The Knights were so successful that their regular season finale against Liberty got moved to ESPNU, because it was a de facto winner-take-all game for the regular-season conference championship. Bellarmine fell short, 94–78, but they achieved a COVID sellout of over 2,700 fans.  

The Knights were ineligible for the NCAA tournament and the NIT, but they were invited to the 2021 CBI Tournament. Held in Daytona Beach, Florida, Bellarmine defeated Army, 77–67, in the quarterfinals of the tournament, before falling short to Pepperdine, 82–71, in the semifinals.  

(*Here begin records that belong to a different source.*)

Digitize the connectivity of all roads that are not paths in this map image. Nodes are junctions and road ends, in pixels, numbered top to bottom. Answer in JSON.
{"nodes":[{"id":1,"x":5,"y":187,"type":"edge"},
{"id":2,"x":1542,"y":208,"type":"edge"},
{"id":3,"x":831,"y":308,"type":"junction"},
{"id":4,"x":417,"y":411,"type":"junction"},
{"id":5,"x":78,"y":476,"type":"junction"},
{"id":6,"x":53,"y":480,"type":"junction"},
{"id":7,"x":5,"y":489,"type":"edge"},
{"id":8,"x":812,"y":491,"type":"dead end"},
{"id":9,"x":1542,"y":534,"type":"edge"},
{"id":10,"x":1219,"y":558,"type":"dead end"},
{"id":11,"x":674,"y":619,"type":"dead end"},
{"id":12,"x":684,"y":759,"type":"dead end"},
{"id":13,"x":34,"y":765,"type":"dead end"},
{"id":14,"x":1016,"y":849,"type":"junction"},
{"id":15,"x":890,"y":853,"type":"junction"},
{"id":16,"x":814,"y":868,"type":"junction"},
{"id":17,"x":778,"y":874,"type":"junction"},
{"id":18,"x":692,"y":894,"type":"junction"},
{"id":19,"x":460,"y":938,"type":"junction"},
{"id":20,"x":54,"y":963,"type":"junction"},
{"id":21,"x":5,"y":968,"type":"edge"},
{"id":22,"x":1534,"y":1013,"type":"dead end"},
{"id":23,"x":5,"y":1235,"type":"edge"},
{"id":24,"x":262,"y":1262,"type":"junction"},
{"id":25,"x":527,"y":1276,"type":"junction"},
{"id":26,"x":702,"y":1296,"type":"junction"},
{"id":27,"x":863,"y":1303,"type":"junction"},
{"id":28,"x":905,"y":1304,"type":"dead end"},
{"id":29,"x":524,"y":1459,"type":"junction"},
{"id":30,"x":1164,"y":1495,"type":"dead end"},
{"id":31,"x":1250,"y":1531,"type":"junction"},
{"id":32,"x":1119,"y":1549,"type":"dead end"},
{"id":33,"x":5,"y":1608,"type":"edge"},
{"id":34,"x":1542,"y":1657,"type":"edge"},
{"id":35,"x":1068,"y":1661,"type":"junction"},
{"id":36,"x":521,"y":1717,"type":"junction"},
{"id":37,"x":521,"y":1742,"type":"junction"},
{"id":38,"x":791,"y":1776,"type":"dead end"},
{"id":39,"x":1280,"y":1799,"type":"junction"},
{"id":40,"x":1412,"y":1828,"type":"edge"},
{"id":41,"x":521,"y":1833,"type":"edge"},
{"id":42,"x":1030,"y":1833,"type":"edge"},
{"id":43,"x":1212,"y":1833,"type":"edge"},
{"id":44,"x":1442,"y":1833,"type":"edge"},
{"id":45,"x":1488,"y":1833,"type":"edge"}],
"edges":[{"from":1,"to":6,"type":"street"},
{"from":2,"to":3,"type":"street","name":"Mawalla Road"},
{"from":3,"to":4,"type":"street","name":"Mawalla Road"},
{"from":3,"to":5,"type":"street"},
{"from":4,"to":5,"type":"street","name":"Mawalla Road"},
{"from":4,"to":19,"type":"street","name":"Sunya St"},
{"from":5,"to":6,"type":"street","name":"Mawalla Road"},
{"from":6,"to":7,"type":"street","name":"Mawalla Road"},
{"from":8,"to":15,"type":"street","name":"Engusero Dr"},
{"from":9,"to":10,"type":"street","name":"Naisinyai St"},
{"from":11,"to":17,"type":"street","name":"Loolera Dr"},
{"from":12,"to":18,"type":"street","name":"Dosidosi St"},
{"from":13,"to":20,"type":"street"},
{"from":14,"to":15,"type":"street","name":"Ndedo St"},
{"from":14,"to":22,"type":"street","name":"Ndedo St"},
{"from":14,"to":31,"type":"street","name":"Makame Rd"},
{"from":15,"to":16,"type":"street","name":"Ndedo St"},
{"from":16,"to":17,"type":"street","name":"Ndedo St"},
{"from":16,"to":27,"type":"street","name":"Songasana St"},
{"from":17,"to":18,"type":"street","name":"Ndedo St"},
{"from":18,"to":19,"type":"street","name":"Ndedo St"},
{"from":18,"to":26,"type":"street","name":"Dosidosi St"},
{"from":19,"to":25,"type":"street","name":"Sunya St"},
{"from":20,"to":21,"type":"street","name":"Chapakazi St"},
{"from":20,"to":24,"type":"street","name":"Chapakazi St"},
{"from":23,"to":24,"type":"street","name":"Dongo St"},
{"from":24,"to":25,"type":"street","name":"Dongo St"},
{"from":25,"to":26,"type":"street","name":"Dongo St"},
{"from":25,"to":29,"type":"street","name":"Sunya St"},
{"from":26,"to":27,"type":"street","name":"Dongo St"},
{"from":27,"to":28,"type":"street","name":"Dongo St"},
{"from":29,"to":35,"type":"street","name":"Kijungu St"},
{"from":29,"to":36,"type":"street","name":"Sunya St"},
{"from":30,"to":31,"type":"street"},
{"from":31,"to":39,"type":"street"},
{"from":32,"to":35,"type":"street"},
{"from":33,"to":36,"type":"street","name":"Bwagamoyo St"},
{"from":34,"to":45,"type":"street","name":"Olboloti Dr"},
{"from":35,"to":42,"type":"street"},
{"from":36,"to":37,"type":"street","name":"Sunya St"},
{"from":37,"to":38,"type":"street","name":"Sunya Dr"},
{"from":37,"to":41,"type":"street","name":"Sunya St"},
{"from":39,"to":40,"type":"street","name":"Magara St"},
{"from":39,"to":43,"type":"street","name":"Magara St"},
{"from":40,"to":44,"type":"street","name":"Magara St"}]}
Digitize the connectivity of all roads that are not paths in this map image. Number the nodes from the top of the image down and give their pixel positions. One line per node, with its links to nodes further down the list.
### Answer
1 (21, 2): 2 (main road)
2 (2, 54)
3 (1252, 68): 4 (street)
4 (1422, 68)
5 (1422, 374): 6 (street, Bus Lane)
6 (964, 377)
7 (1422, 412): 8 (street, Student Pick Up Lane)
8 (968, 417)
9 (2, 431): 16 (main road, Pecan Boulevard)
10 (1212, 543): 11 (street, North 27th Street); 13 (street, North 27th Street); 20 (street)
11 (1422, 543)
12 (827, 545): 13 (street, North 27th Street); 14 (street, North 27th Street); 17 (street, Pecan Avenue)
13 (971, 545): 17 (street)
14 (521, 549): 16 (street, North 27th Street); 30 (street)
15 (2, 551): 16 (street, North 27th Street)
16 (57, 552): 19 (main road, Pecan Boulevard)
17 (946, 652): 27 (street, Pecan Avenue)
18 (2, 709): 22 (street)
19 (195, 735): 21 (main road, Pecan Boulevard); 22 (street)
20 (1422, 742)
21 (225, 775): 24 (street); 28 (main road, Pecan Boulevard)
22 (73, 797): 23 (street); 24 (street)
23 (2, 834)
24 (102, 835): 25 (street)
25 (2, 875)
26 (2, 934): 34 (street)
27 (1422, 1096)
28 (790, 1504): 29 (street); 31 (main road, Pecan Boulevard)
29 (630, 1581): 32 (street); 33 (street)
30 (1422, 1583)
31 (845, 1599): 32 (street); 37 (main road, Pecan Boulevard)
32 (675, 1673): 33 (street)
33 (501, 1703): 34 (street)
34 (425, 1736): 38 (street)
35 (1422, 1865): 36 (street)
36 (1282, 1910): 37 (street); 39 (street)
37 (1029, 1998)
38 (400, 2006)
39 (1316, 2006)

After being picked to finish last in the conference during the preseason, Bellarmine finished their first Division I season with a 14–8 overall record, including a 10–3 mark in conference play that helped them finish second in the ASUN. They also recorded the first Division I postseason victory in program history. Forward Pedro Bradshaw and guard Dylan Penn were honored for their outstanding seasons, as Bradshaw was the runner-up for ASUN Player of the Year and was a unanimous All-ASUN First Team selection, while Penn also earned All-ASUN First Team honors.

Postseason

CBI results
The Knights have appeared in one College Basketball Invitational (CBI). Their record is 1–1.

NCAA Division II tournament results
The Knights have appeared in the NCAA Division II Tournament 20 times; they have 1 National Title (2010), 4 trips to the Elite Eight and a record of 32-22 (.593)

Record year-by-year

 Totals updated through 2020–21 season.

Facilities
The Knights played their home games at Knights Hall in Louisville from the venue's opening in 1960 through the 2019–20 season. It has a capacity of 2,196 and also hosts the school's volleyball team.

On November 2, 2020, the university announced a multi-year deal with the Kentucky State Fair Board to use Freedom Hall, located at the Kentucky Exposition Center near Louisville Muhammad Ali International Airport, for men's and women's basketball home games. Due to COVID-19 restrictions, the Knights would have been able to seat only 300 at their on-campus facility. Freedom Hall's basketball capacity of 18,252 allowed Bellarmine to seat 2,700 for games in its first D-I season. Freedom Hall, which opened in 1956, is best known as having been home to Louisville Cardinals men's basketball from its opening until the 2010 opening of the KFC Yum! Center in downtown Louisville, and was also home to the Kentucky Colonels of the old ABA.